═════ RECORDS TO PROCESS
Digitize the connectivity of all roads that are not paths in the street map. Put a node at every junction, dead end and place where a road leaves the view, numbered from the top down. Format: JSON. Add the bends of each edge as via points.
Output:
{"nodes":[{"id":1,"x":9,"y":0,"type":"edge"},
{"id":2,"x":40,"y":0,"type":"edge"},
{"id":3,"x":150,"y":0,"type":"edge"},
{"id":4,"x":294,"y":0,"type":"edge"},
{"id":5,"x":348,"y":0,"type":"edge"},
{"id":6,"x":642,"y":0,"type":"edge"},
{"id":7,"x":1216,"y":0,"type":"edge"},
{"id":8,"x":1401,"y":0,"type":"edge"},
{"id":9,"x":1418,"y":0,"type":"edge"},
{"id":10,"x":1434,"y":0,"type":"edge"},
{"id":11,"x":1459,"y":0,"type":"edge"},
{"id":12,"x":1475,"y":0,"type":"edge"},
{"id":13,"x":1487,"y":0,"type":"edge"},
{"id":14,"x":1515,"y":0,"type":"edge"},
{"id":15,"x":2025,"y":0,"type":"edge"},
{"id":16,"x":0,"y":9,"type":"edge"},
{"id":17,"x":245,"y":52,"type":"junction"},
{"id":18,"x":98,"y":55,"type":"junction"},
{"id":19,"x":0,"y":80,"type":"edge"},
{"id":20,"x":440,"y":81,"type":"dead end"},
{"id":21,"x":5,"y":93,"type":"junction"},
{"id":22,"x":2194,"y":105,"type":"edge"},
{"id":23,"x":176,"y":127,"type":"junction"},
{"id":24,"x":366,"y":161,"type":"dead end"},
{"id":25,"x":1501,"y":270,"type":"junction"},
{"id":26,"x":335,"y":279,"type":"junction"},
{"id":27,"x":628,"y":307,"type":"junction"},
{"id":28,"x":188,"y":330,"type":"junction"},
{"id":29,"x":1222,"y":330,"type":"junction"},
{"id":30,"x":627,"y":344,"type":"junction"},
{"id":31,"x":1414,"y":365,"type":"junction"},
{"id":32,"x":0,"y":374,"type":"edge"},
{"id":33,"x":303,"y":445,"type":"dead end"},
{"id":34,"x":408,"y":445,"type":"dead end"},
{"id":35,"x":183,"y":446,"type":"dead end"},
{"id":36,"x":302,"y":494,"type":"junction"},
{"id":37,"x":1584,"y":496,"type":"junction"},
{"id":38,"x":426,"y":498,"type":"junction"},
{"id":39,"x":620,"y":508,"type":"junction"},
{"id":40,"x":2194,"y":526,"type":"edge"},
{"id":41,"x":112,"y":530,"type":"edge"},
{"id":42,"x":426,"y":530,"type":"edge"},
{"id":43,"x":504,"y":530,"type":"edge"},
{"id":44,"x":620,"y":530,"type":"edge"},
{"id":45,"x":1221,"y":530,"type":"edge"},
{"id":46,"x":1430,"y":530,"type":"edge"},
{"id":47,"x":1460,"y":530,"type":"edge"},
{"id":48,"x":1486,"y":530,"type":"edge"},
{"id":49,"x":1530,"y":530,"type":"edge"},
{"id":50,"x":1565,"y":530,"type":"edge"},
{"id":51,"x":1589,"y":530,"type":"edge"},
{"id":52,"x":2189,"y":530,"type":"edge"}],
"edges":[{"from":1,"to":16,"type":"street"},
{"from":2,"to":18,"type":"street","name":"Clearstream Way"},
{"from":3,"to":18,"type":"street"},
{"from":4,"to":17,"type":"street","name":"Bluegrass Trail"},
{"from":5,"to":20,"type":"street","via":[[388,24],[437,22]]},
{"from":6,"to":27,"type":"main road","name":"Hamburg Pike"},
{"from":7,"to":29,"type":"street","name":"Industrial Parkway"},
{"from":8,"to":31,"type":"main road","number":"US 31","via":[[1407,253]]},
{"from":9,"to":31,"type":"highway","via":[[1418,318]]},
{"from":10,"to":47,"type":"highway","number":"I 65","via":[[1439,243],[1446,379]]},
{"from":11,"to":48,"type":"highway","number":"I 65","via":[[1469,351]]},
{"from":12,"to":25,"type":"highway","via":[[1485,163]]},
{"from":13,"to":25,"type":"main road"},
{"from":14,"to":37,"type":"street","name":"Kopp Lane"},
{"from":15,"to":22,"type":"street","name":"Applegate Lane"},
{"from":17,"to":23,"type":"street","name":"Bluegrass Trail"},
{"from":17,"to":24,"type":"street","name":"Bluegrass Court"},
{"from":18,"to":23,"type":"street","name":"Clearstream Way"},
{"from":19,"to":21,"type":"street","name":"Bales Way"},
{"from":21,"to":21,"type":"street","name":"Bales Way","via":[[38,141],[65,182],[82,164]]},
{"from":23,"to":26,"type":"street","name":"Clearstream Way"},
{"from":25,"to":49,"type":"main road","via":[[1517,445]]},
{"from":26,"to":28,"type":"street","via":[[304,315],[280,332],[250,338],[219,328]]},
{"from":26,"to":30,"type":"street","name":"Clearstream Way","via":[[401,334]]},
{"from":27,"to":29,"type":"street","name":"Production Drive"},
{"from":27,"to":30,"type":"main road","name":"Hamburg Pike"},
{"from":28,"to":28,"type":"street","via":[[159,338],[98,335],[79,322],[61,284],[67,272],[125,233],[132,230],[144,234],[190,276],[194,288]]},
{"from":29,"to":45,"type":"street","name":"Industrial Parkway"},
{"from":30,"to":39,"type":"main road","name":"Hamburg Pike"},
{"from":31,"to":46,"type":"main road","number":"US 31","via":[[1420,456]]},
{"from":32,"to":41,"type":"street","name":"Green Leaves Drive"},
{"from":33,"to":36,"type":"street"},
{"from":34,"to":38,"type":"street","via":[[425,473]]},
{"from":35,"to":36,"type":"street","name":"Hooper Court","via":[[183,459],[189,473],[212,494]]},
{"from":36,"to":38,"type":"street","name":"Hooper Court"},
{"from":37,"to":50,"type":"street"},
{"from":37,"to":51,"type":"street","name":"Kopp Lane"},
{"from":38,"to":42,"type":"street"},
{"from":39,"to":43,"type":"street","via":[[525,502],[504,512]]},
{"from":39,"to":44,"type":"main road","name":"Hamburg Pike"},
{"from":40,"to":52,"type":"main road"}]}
══════════
[PROBLEM REQUIREMENTS] If a line in the records contains the word "highway", copy it.

[RESULT]
{"from":9,"to":31,"type":"highway","via":[[1418,318]]},
{"from":10,"to":47,"type":"highway","number":"I 65","via":[[1439,243],[1446,379]]},
{"from":11,"to":48,"type":"highway","number":"I 65","via":[[1469,351]]},
{"from":12,"to":25,"type":"highway","via":[[1485,163]]},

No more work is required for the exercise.